Life’s Work

Purpose evades me

As I plug away

Mindlessly.

 

Clicking,

Tapping keys,

Music in my ears

My thoughts at bay.

 

Naiveté told me I

Could be satisfied,

Fulfilled not just

Occupied

By work.

 

My life’s work.

 

Instead I find

Seconds stop moving,

My legs keep shaking,

Fidgety, restless,

Without peace.

 

First World Troubles

Today I spent some hours
Asking Google
What to do with myself.

Should I take a class?
In what–
Cooking
Photography
Tai chi
Maybe train my dog?

I searched for ebikes,
Fantasized
Racing through
Downtown streets
Feeling free.

First world problems
And luxuries conflating.

Check the papers–
Protests, wars, tyranny.
Individuals seeking rights
They’ve been denied,
I take for granted.

Sipping my chai latte
Lamenting my
Pampered life,
My empty days,
My fears and worries.
All the while
Freedom is a diamond
I hold carelessly,
Forgetting or
Not knowing
Its true value.

Last Night

Source: Berna Photography

Source: Berna Photography

Last night I faced my own mortality,

The minutes and the hours of my days.

 

Searching for diversions,

Ways to measure out my time,

Cut it up and make it

Something worthwhile.

 

How do people do this?

 

My hourglass is emptying

Slowly,

Constantly,

Day by day,

Second by second,

Yet here I stand immobile–

At a loss.

 

I’m wasting precious seconds

In my idiocy,

In fear.

 

Words never come out,

Thoughts stay trapped

Within my mind,

Feelings enclosed

Within my heart,

Desires tiptoed around

Out of precaution.

 

Running from disappointment

I leave everything behind me

In the dust.

 

Restless

desert_flower

I’m getting so restless these days. Last night I looked up all-inclusive vacations, just for fun. Just to imagine myself in a faraway place, doing something different.
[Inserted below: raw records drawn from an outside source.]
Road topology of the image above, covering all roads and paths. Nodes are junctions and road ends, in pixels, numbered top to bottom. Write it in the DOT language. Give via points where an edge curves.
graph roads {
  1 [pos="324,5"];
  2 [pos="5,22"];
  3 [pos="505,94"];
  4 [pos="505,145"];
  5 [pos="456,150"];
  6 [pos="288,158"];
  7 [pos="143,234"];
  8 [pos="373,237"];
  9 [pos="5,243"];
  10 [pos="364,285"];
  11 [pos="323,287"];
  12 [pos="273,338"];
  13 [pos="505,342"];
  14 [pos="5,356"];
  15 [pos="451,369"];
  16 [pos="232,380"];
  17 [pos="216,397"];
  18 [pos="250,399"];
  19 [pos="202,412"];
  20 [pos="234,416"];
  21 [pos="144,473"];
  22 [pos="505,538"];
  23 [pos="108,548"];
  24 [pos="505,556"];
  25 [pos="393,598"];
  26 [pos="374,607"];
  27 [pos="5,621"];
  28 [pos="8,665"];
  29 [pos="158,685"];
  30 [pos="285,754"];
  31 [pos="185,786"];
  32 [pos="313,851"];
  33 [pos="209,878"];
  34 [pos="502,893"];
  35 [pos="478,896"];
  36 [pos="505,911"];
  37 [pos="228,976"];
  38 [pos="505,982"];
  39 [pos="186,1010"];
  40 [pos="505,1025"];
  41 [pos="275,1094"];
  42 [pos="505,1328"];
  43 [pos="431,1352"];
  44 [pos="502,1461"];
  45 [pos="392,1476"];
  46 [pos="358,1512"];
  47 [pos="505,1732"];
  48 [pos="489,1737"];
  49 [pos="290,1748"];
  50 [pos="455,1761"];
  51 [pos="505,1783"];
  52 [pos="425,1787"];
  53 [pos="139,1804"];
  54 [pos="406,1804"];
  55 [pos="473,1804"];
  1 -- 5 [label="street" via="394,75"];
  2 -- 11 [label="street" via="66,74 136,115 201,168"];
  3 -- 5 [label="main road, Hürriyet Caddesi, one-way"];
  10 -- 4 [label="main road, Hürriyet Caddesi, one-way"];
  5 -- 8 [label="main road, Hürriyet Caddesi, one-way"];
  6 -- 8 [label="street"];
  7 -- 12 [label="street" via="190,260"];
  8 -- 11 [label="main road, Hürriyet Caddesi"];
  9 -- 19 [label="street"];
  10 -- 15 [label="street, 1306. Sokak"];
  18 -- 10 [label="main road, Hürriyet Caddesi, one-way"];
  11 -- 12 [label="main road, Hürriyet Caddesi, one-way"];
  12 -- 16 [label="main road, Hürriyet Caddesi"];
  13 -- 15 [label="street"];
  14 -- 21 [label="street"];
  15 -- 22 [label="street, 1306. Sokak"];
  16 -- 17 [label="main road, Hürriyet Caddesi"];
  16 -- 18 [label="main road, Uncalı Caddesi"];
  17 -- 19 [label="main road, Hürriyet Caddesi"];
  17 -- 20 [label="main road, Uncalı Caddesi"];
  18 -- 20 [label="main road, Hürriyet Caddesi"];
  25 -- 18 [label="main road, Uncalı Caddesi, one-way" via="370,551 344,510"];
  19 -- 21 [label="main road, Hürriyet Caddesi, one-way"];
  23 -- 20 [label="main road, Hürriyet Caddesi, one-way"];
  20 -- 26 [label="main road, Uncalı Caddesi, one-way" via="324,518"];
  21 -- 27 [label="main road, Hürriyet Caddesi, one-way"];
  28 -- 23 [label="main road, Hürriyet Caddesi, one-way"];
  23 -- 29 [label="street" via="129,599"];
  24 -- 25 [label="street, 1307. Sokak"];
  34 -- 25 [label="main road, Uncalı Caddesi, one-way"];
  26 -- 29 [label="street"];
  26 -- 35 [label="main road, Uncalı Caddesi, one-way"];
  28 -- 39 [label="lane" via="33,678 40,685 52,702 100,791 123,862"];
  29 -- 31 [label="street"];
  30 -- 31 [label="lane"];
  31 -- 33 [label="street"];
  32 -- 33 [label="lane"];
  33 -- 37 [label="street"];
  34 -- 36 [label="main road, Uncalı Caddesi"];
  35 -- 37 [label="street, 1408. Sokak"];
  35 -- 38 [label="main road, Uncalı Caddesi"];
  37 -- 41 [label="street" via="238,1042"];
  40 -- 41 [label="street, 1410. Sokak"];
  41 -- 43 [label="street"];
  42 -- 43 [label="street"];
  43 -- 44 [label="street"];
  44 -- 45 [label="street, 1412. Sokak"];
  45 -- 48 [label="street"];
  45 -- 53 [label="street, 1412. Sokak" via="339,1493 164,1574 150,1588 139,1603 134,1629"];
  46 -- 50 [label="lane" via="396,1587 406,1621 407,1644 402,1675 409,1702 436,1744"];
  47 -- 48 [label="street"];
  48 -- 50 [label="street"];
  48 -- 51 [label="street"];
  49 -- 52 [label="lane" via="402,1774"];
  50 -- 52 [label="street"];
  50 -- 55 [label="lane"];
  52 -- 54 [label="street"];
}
I wonder if I’m stuck in a rut. I don’t like to be one of those people who complains about her life, her job, the first world problems that seem to bring her down. I know better than to take anything for granted. But lately I’ve felt restless. I need change. I need to find something to do that fulfills me.

I love to write. I started blogging and I’m immersing myself more and more in this. But it’s never enough. I love to create and express myself, and I’ve been wanting to write a novel, or put together a collection of short stories, for some time now. The problem is, I lack inspiration. As a writer, I can at times have a love-hate relationship with my craft. I write when I need to and it’s amazing–the words flow right out of me, the burden on my soul slowly lifts. But with fiction, or fiction loosely based on reality, it’s different. You need that creative spark, and mine seems to be temporarily out. Extinguished.

I went to Mexico a few months ago. It was my first time there and I loved it. I’m sort of a sucker for all-inclusives, mostly because I find laying on a sandy beach, listening to the ocean, so relaxing. I feel at peace, and in awe of nature. Somehow, my entire life gets put into perspective and the worries and cares that took up so much energy disappear. Not only that, the experience of new places, people, cultures, it changes you. It fuels your soul and ignites your creative energies.

When I came back from Mexico I got back into my writing. After a long dormant period, my writing flourished into being once again. The experience gave me something to feed on, a small seed from which my imagination could grow.

And so now that I’m feeling restless, now that my writing seems to lack inspiration, my mind turns again to the world of travel. I want to travel more, to get out there and explore as much of the world as I can. It shakes you up and helps you see your life for what it is–contained, repetitive, familiar.

I wonder how people do it sometimes–day in day out the same routine. How do we not become overwhelmed and overtaken by the desire to pack our bags, move somewhere else, and start anew? Start fresh, where no one knows you, where the rules are different and you can feel the power of hope and possibility?

I have no answers, all I know is I need something to fulfill me. Not just to fill the time, but to feel worthwhile. To feed my soul.

I suppose if you have a family you don’t really have time to feel restless, it’s a luxury. You run around after your kids, keeping up with your job, and it seems like the days don’t have enough minutes, or hours. Between diapers and daycare and ensuring they get their fill of the cultural capitol that will launch them ahead of their peers– you don’t have a moment to spare, let alone to contemplate self-actualization, fulfillment, satisfaction.

So maybe instead of allowing my restlessness to consume me, to distress me, I should try to see this as an opportunity. I won’t always live alone, and perhaps if I ever do have a family, I will look longingly back on my youth, and this endless freedom.